Brígida dice que ese es el trabajo de su vida, que lo volvería a elegir las veces que sean necesarias, aún con la llegada de la tecnología, preserva las tradiciones de ese oficio para seguir empleando a personas y no máquinas; cuando las quimioterapias no lo impiden, trabaja en su taller de lunes a sábado y los domingos se los dedica a Dios, por ello también es catequista de su localidad, por simple gratitud.

“Siempre le digo a Dios ‘si tú dices que me voy a deshacer en mil pedazos, aquí estoy’. Cuando mis hijas iban al preescolar yo le decía a mi hija mayor ‘si me llega a pasar algo, que explotó el material o que morí no tengas miedo nunca y cuida a tus hermanitos’, muchas personas me juzgaban por decirle eso, pero era la realidad. Yo únicamente he seguido adelante con ese trabajo por la fe. En ese oficio no puedes venir a trabajar enojado o con tus problemas en la mente, debes hacerlo con amor para que la pólvora sea buena contigo.

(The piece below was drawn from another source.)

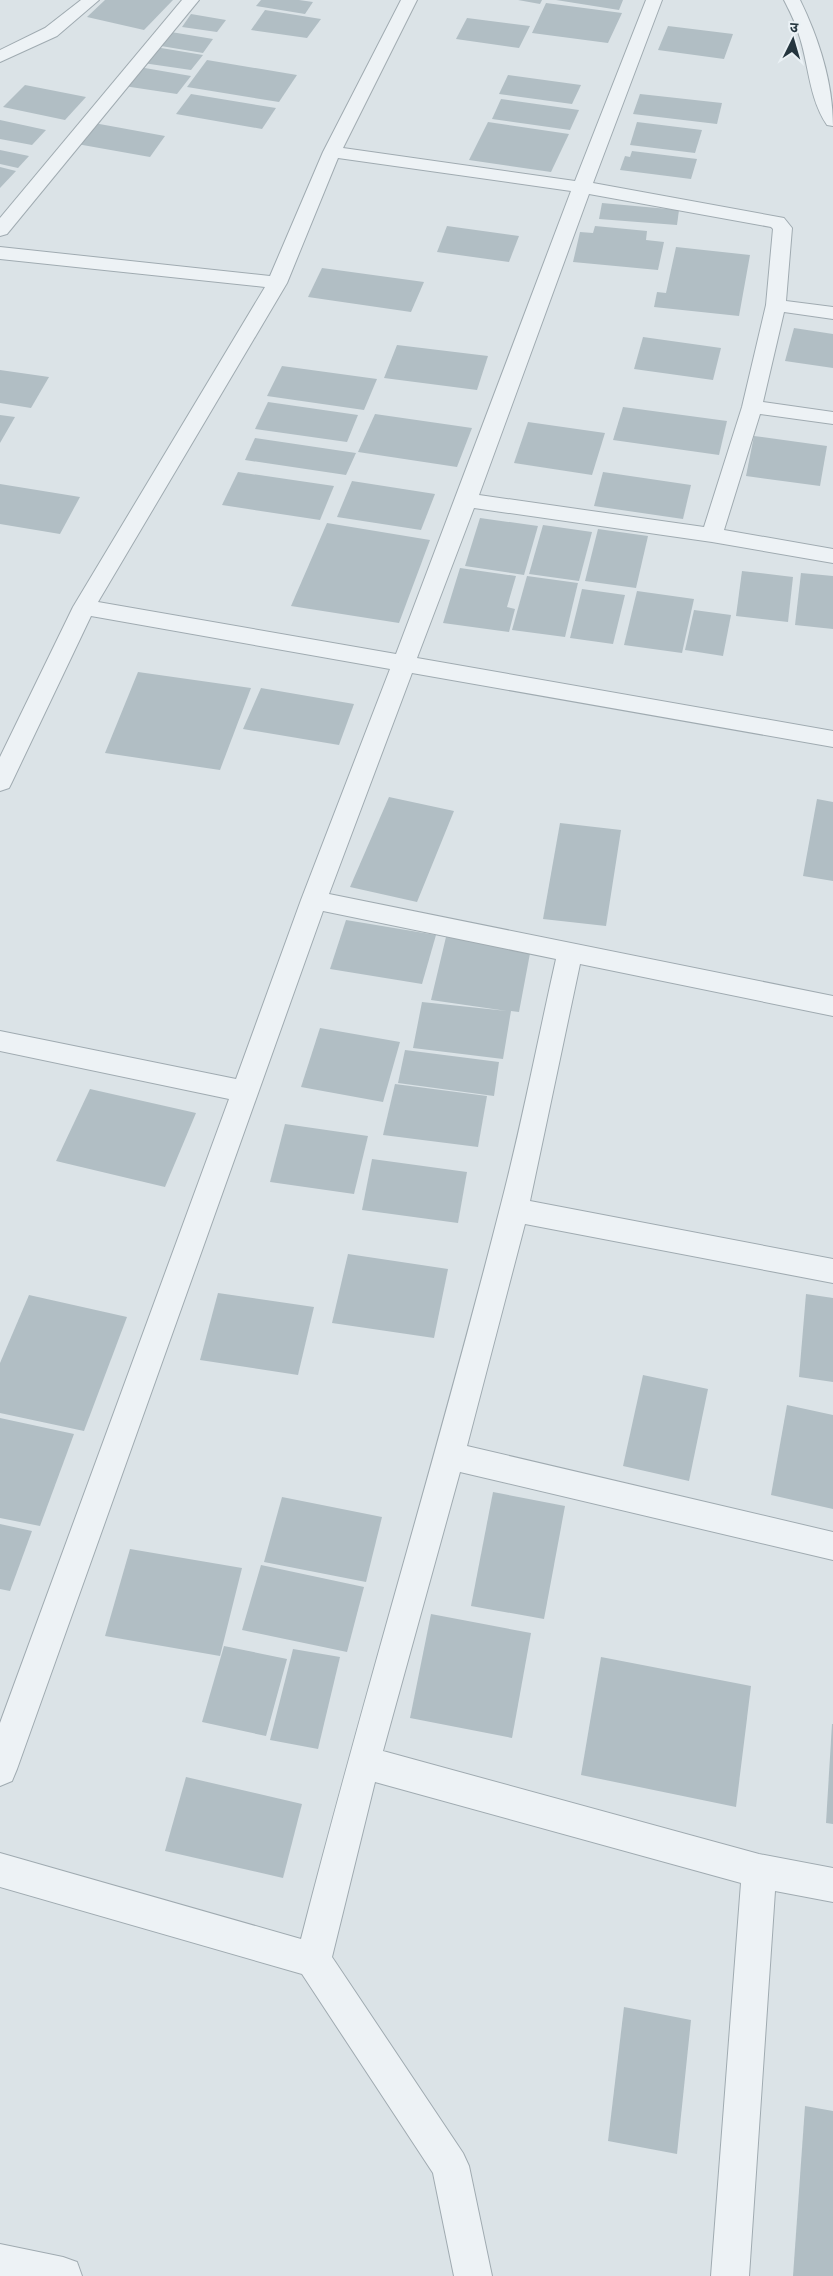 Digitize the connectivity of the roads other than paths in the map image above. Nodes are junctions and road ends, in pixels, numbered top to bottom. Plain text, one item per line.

“Lo amargo de ese trabajo es cuando un compañero muere en una explosión, porque en cualquier momento puede suceder, los que más duelen son los niños y los jóvenes. Mi temor más grande es que algo pueda sucederles a mis hijos, por eso no quiero que se dediquen a eso. A las personas quiero decirles que no pierdan la fe, porque Dios nos va a ayudar a ver un nuevo amanecer.

“Siempre le digo a la gente que se queja que les cambio sus problemas por los míos para que pueda comprender el valor de la vida que es como el clima, a veces llueve, a veces hay Sol, lo importante es vivir con gratitud, con nuestro trabajo damos alegría a muchas miradas, nuestro trabajo es de alegría, por eso ante los problemas nos levantamos y seguimos.”

Escuchar la vida de Brígida Martínez Paredes fortalece el alma, inspira a la lucha por mantenerse de pie ante cualquier batalla, en su mirada observas paz y en su sonrisa felicidad. Es una mujer de respeto, una mujer guerrera y por ello su historia nos recuerda que tenemos espíritu, pero necesitamos temple.